With the pictures left out, repeat every entry that follows exactly.

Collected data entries
━━━━━━━━━━

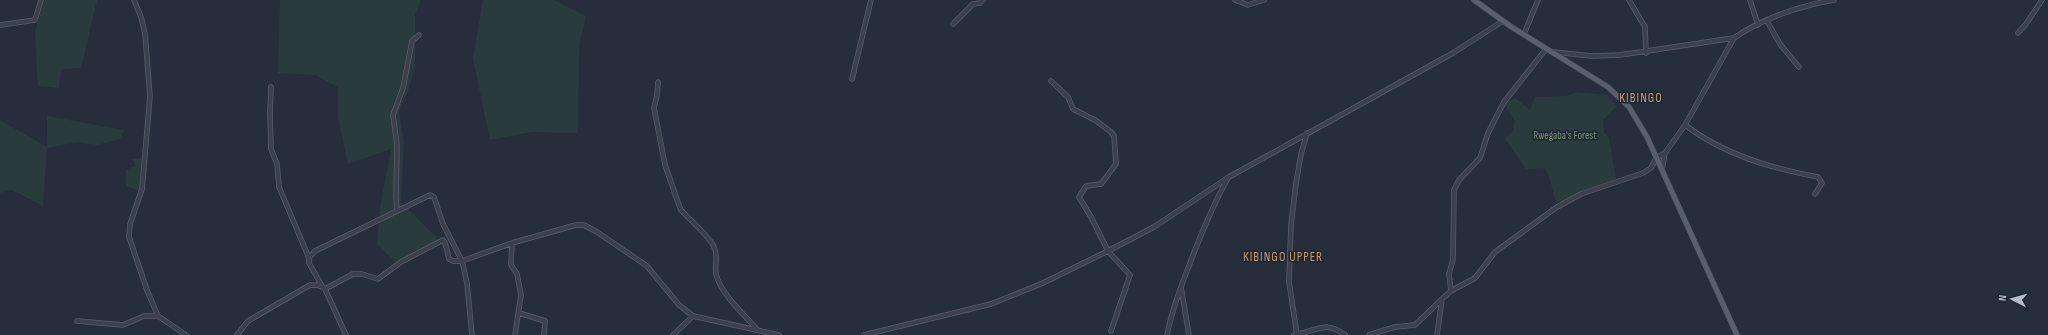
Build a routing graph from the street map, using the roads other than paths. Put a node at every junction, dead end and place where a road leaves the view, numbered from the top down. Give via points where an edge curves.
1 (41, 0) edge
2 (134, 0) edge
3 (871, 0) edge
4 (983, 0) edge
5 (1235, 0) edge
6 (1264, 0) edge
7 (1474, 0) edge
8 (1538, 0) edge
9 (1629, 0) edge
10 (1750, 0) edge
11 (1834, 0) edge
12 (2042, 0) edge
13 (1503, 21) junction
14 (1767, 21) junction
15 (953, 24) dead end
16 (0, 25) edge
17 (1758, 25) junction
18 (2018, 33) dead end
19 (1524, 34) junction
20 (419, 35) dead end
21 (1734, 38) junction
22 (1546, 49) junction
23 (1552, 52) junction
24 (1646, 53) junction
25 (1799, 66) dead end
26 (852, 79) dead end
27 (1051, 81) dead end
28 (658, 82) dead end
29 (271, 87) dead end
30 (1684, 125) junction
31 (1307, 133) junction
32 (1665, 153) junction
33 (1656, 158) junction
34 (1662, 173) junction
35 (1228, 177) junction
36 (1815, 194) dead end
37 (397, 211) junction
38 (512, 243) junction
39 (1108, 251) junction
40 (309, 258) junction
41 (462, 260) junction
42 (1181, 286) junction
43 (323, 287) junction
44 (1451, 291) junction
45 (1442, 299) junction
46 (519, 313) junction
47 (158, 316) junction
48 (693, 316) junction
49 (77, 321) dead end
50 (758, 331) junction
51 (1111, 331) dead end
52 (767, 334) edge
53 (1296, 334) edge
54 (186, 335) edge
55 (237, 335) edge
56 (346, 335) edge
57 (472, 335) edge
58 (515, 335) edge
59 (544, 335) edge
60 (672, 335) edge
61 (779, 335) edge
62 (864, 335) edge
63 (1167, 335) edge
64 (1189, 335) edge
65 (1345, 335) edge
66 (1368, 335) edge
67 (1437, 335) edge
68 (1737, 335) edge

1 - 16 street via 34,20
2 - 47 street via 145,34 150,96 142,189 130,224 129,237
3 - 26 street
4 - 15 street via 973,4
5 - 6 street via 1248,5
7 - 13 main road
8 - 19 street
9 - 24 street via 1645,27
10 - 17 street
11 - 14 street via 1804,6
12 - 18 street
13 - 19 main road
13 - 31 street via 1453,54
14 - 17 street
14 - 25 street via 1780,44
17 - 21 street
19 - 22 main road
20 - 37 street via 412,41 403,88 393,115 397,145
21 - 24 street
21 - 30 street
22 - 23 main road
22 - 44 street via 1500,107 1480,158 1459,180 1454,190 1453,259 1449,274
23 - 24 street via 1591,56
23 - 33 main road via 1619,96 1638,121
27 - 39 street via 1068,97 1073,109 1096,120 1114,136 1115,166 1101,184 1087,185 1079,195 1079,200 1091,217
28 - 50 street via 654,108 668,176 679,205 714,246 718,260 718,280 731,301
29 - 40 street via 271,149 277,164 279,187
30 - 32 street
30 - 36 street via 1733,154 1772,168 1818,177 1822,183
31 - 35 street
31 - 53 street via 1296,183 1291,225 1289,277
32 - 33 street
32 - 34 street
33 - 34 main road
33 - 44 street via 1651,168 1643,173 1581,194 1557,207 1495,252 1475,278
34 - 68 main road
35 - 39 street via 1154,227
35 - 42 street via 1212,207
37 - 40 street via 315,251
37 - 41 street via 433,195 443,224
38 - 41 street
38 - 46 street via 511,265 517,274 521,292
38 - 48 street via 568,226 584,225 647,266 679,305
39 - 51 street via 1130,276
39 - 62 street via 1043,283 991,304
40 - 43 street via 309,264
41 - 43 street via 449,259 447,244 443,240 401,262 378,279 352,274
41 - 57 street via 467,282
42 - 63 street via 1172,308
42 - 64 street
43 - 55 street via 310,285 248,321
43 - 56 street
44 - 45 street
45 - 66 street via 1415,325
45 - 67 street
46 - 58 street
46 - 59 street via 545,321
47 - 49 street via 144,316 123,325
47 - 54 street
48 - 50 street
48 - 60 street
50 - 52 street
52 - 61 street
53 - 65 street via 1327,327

━━━━━━━━━━

- Result of the task -
Build a routing graph from the street map, using the roads other than paths. Put a node at every junction, dead end and place where a road leaves the view, numbered from the top down. Give via points where an edge curves.
1 (41, 0) edge
2 (134, 0) edge
3 (871, 0) edge
4 (983, 0) edge
5 (1235, 0) edge
6 (1264, 0) edge
7 (1474, 0) edge
8 (1538, 0) edge
9 (1629, 0) edge
10 (1750, 0) edge
11 (1834, 0) edge
12 (2042, 0) edge
13 (1503, 21) junction
14 (1767, 21) junction
15 (953, 24) dead end
16 (0, 25) edge
17 (1758, 25) junction
18 (2018, 33) dead end
19 (1524, 34) junction
20 (419, 35) dead end
21 (1734, 38) junction
22 (1546, 49) junction
23 (1552, 52) junction
24 (1646, 53) junction
25 (1799, 66) dead end
26 (852, 79) dead end
27 (1051, 81) dead end
28 (658, 82) dead end
29 (271, 87) dead end
30 (1684, 125) junction
31 (1307, 133) junction
32 (1665, 153) junction
33 (1656, 158) junction
34 (1662, 173) junction
35 (1228, 177) junction
36 (1815, 194) dead end
37 (397, 211) junction
38 (512, 243) junction
39 (1108, 251) junction
40 (309, 258) junction
41 (462, 260) junction
42 (1181, 286) junction
43 (323, 287) junction
44 (1451, 291) junction
45 (1442, 299) junction
46 (519, 313) junction
47 (158, 316) junction
48 (693, 316) junction
49 (77, 321) dead end
50 (758, 331) junction
51 (1111, 331) dead end
52 (767, 334) edge
53 (1296, 334) edge
54 (186, 335) edge
55 (237, 335) edge
56 (346, 335) edge
57 (472, 335) edge
58 (515, 335) edge
59 (544, 335) edge
60 (672, 335) edge
61 (779, 335) edge
62 (864, 335) edge
63 (1167, 335) edge
64 (1189, 335) edge
65 (1345, 335) edge
66 (1368, 335) edge
67 (1437, 335) edge
68 (1737, 335) edge

1 - 16 street via 34,20
2 - 47 street via 145,34 150,96 142,189 130,224 129,237
3 - 26 street
4 - 15 street via 973,4
5 - 6 street via 1248,5
7 - 13 main road
8 - 19 street
9 - 24 street via 1645,27
10 - 17 street
11 - 14 street via 1804,6
12 - 18 street
13 - 19 main road
13 - 31 street via 1453,54
14 - 17 street
14 - 25 street via 1780,44
17 - 21 street
19 - 22 main road
20 - 37 street via 412,41 403,88 393,115 397,145
21 - 24 street
21 - 30 street
22 - 23 main road
22 - 44 street via 1500,107 1480,158 1459,180 1454,190 1453,259 1449,274
23 - 24 street via 1591,56
23 - 33 main road via 1619,96 1638,121
27 - 39 street via 1068,97 1073,109 1096,120 1114,136 1115,166 1101,184 1087,185 1079,195 1079,200 1091,217
28 - 50 street via 654,108 668,176 679,205 714,246 718,260 718,280 731,301
29 - 40 street via 271,149 277,164 279,187
30 - 32 street
30 - 36 street via 1733,154 1772,168 1818,177 1822,183
31 - 35 street
31 - 53 street via 1296,183 1291,225 1289,277
32 - 33 street
32 - 34 street
33 - 34 main road
33 - 44 street via 1651,168 1643,173 1581,194 1557,207 1495,252 1475,278
34 - 68 main road
35 - 39 street via 1154,227
35 - 42 street via 1212,207
37 - 40 street via 315,251
37 - 41 street via 433,195 443,224
38 - 41 street
38 - 46 street via 511,265 517,274 521,292
38 - 48 street via 568,226 584,225 647,266 679,305
39 - 51 street via 1130,276
39 - 62 street via 1043,283 991,304
40 - 43 street via 309,264
41 - 43 street via 449,259 447,244 443,240 401,262 378,279 352,274
41 - 57 street via 467,282
42 - 63 street via 1172,308
42 - 64 street
43 - 55 street via 310,285 248,321
43 - 56 street
44 - 45 street
45 - 66 street via 1415,325
45 - 67 street
46 - 58 street
46 - 59 street via 545,321
47 - 49 street via 144,316 123,325
47 - 54 street
48 - 50 street
48 - 60 street
50 - 52 street
52 - 61 street
53 - 65 street via 1327,327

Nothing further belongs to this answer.